> [Provided data]
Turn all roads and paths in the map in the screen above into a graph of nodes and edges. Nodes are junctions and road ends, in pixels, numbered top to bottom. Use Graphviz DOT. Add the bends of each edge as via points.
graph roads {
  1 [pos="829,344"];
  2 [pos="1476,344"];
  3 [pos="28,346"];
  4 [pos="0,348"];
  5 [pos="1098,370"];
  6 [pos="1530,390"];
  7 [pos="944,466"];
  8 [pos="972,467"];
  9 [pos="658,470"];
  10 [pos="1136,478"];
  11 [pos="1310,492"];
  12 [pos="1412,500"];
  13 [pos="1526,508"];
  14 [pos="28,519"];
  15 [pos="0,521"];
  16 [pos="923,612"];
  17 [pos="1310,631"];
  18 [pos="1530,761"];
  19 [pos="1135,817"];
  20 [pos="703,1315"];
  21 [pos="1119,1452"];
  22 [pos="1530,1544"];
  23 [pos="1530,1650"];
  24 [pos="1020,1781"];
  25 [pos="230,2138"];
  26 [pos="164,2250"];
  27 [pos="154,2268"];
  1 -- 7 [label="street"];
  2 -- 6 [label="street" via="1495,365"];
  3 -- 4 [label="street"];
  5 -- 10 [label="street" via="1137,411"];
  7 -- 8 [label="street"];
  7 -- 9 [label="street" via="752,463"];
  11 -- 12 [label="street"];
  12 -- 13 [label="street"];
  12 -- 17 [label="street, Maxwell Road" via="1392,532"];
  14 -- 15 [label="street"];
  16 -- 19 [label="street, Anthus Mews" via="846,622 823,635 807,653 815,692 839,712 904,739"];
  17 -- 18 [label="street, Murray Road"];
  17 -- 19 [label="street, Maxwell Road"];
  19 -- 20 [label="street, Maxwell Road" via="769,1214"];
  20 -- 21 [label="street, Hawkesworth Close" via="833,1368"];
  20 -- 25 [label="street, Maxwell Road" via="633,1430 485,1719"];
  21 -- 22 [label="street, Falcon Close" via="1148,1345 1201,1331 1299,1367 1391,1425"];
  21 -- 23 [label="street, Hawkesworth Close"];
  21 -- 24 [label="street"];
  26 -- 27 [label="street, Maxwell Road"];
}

> [Problem statement]
Each record is to be retyped exactly as written.

> [Answer for this exercise]
Turn all roads and paths in the map in the screen above into a graph of nodes and edges. Nodes are junctions and road ends, in pixels, numbered top to bottom. Use Graphviz DOT. Add the bends of each edge as via points.
graph roads {
  1 [pos="829,344"];
  2 [pos="1476,344"];
  3 [pos="28,346"];
  4 [pos="0,348"];
  5 [pos="1098,370"];
  6 [pos="1530,390"];
  7 [pos="944,466"];
  8 [pos="972,467"];
  9 [pos="658,470"];
  10 [pos="1136,478"];
  11 [pos="1310,492"];
  12 [pos="1412,500"];
  13 [pos="1526,508"];
  14 [pos="28,519"];
  15 [pos="0,521"];
  16 [pos="923,612"];
  17 [pos="1310,631"];
  18 [pos="1530,761"];
  19 [pos="1135,817"];
  20 [pos="703,1315"];
  21 [pos="1119,1452"];
  22 [pos="1530,1544"];
  23 [pos="1530,1650"];
  24 [pos="1020,1781"];
  25 [pos="230,2138"];
  26 [pos="164,2250"];
  27 [pos="154,2268"];
  1 -- 7 [label="street"];
  2 -- 6 [label="street" via="1495,365"];
  3 -- 4 [label="street"];
  5 -- 10 [label="street" via="1137,411"];
  7 -- 8 [label="street"];
  7 -- 9 [label="street" via="752,463"];
  11 -- 12 [label="street"];
  12 -- 13 [label="street"];
  12 -- 17 [label="street, Maxwell Road" via="1392,532"];
  14 -- 15 [label="street"];
  16 -- 19 [label="street, Anthus Mews" via="846,622 823,635 807,653 815,692 839,712 904,739"];
  17 -- 18 [label="street, Murray Road"];
  17 -- 19 [label="street, Maxwell Road"];
  19 -- 20 [label="street, Maxwell Road" via="769,1214"];
  20 -- 21 [label="street, Hawkesworth Close" via="833,1368"];
  20 -- 25 [label="street, Maxwell Road" via="633,1430 485,1719"];
  21 -- 22 [label="street, Falcon Close" via="1148,1345 1201,1331 1299,1367 1391,1425"];
  21 -- 23 [label="street, Hawkesworth Close"];
  21 -- 24 [label="street"];
  26 -- 27 [label="street, Maxwell Road"];
}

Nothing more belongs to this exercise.